EXERCISE BRIEF
Scan the listing below. Report each line that includes "Møllehusvej".
#### DATASET
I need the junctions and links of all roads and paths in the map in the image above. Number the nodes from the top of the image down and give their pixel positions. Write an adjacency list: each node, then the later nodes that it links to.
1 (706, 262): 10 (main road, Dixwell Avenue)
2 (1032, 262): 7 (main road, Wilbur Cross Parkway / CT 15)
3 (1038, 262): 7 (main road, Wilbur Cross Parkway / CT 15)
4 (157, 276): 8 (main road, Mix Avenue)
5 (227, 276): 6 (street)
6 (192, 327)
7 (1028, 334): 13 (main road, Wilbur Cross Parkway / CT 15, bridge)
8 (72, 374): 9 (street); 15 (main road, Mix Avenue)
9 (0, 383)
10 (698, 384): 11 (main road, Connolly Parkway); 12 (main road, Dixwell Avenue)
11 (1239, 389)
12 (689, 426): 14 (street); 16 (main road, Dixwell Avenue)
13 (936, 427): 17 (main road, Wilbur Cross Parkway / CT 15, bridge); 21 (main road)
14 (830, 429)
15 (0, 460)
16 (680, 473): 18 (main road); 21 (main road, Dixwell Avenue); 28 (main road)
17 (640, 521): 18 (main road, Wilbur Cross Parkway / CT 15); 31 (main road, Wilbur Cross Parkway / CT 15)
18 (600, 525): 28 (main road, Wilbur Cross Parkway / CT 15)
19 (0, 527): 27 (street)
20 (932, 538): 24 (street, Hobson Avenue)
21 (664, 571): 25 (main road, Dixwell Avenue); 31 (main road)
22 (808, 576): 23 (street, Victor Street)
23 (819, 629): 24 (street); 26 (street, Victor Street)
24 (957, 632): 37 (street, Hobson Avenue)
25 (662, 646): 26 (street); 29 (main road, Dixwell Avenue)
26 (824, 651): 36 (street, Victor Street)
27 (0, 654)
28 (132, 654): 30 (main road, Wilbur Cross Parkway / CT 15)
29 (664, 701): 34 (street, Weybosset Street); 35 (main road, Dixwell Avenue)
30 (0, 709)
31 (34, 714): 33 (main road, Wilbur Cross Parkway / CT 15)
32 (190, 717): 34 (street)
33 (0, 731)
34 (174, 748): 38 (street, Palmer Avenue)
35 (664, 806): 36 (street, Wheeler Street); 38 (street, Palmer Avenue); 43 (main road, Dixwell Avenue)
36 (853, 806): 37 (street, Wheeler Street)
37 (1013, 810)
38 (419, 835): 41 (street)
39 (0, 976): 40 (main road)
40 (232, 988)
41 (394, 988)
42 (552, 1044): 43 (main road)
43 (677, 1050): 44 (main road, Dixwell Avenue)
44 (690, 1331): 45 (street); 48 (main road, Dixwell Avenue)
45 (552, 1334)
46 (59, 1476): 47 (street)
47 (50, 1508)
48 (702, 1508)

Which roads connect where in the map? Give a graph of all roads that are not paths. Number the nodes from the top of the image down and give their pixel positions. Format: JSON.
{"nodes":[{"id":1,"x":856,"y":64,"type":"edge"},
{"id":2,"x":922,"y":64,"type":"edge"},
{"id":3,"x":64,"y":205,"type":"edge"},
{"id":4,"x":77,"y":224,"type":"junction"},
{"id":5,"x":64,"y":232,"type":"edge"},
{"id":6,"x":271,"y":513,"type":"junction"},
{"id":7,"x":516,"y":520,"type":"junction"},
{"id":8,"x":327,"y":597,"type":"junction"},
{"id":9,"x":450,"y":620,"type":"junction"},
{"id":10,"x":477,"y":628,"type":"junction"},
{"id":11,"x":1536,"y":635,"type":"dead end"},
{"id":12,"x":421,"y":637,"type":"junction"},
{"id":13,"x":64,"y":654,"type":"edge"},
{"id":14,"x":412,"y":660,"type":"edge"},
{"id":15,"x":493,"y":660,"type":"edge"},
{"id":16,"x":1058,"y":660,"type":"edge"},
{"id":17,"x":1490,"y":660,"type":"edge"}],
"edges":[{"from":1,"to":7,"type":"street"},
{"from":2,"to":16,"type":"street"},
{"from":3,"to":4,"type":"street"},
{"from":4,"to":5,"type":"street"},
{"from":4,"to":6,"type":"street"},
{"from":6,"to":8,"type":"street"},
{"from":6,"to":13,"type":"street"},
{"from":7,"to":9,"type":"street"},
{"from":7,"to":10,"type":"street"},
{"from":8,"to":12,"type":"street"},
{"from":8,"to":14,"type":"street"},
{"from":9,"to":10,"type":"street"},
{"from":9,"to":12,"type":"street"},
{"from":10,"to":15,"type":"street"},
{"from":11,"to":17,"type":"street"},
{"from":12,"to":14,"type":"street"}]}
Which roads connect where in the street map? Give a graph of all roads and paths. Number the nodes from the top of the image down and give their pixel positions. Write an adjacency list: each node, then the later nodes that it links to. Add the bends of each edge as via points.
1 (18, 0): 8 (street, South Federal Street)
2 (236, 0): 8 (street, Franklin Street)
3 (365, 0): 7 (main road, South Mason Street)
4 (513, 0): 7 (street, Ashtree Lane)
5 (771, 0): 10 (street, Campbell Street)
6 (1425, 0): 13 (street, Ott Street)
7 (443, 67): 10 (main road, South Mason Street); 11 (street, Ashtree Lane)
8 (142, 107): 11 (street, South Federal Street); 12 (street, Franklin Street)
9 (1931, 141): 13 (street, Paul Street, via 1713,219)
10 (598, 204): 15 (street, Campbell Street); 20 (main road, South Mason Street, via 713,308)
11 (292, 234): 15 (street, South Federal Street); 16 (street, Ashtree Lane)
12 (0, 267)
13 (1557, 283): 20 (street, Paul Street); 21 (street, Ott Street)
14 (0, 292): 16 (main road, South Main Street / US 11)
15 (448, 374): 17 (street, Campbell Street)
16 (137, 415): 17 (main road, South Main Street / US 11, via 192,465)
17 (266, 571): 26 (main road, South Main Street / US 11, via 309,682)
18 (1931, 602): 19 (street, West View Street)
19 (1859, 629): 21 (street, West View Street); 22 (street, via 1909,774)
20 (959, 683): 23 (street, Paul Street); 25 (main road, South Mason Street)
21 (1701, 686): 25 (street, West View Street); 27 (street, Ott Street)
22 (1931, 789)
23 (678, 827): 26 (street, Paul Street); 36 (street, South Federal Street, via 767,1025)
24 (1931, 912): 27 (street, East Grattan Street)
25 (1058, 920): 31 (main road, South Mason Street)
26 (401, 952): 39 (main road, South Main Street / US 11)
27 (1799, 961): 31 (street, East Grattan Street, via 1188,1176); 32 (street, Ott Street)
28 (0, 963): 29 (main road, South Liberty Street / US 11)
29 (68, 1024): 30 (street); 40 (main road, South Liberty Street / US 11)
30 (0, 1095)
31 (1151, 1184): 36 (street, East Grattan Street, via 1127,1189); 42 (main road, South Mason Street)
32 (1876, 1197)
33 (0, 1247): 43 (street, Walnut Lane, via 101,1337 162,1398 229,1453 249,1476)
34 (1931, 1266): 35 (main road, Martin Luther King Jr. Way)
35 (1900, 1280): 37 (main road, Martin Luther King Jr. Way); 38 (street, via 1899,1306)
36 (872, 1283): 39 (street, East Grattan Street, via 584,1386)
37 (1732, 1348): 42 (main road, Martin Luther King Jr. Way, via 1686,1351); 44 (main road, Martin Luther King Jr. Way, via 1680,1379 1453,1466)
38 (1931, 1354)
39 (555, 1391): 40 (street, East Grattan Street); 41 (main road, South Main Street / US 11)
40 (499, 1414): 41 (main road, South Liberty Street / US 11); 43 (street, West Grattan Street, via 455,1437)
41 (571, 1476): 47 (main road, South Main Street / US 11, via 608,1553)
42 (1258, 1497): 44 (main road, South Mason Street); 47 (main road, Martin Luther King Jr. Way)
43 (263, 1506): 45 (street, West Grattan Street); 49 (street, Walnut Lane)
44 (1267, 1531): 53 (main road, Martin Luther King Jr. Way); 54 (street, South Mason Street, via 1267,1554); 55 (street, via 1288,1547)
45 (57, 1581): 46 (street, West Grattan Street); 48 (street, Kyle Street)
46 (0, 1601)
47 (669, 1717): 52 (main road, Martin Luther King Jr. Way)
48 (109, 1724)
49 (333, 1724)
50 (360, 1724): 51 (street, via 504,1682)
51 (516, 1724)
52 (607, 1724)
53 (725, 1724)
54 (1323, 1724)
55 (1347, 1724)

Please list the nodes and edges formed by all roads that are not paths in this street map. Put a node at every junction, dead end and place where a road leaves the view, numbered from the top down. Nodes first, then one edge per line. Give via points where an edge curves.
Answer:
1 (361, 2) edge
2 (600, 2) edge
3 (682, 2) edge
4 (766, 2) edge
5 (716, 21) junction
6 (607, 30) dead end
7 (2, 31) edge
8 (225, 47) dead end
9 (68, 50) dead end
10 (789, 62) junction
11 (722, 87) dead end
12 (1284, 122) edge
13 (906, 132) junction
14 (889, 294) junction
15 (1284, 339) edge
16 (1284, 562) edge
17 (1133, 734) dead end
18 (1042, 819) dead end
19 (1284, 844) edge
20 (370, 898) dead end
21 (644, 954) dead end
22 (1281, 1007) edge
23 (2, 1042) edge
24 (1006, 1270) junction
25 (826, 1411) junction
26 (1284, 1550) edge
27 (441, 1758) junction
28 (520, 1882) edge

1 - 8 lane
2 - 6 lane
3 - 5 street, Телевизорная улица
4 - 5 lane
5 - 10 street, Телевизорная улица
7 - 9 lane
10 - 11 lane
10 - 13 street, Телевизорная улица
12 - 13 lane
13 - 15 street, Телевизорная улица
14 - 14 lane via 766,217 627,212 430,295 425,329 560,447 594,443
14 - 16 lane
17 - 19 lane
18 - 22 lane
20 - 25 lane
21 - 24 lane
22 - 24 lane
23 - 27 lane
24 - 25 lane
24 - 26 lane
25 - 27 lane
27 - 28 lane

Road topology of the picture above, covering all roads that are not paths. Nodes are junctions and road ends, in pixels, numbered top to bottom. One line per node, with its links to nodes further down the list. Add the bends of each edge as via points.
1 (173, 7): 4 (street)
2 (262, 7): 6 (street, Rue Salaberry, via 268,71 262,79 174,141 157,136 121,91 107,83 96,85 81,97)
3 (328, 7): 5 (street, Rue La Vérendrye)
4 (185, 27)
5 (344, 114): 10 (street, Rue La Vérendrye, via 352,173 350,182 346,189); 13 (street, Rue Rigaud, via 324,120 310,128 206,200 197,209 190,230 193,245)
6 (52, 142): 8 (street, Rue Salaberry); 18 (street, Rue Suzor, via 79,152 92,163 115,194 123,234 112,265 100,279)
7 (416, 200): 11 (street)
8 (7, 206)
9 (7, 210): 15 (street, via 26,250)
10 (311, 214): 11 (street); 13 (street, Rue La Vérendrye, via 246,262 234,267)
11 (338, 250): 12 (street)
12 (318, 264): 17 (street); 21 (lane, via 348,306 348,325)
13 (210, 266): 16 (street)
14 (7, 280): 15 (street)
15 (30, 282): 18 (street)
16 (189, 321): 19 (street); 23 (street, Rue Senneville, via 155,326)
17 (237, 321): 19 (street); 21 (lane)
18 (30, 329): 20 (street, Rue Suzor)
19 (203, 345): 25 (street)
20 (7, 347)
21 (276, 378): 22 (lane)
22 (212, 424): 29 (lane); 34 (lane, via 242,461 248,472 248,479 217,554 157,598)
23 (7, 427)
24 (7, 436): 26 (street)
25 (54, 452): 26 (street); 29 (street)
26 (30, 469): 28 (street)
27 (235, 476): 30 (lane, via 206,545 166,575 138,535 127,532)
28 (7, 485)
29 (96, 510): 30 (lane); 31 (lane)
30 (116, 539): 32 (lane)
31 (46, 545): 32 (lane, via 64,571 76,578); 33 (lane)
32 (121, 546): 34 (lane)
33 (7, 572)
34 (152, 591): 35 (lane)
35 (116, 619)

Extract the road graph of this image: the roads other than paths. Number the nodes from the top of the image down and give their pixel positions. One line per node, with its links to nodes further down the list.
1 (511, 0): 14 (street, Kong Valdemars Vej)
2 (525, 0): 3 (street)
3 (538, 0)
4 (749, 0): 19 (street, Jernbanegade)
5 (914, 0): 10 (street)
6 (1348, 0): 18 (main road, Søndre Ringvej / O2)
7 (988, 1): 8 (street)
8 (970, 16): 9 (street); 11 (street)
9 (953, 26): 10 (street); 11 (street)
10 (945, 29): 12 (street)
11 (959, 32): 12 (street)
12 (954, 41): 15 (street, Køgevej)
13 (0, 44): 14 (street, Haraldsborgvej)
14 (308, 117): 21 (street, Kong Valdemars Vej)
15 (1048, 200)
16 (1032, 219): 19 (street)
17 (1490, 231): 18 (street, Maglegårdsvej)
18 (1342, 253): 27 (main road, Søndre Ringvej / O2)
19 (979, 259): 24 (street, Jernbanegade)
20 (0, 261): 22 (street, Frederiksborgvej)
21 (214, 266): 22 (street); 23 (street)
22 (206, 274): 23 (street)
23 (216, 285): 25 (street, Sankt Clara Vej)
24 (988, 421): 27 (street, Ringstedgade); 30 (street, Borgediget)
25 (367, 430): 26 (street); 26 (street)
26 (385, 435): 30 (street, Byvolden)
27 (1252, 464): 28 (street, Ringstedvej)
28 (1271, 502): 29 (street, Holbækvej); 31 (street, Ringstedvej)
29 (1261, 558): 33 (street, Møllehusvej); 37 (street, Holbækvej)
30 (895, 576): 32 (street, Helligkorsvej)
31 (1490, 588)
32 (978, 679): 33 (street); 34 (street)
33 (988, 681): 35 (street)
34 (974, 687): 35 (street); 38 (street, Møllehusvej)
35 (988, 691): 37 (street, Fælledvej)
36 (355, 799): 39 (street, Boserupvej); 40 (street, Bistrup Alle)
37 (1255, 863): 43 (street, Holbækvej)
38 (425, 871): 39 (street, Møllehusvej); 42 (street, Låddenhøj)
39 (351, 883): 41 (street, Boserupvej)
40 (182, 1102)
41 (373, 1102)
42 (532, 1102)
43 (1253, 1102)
########
RESULT
29 (1261, 558): 33 (street, Møllehusvej); 37 (street, Holbækvej)
34 (974, 687): 35 (street); 38 (street, Møllehusvej)
38 (425, 871): 39 (street, Møllehusvej); 42 (street, Låddenhøj)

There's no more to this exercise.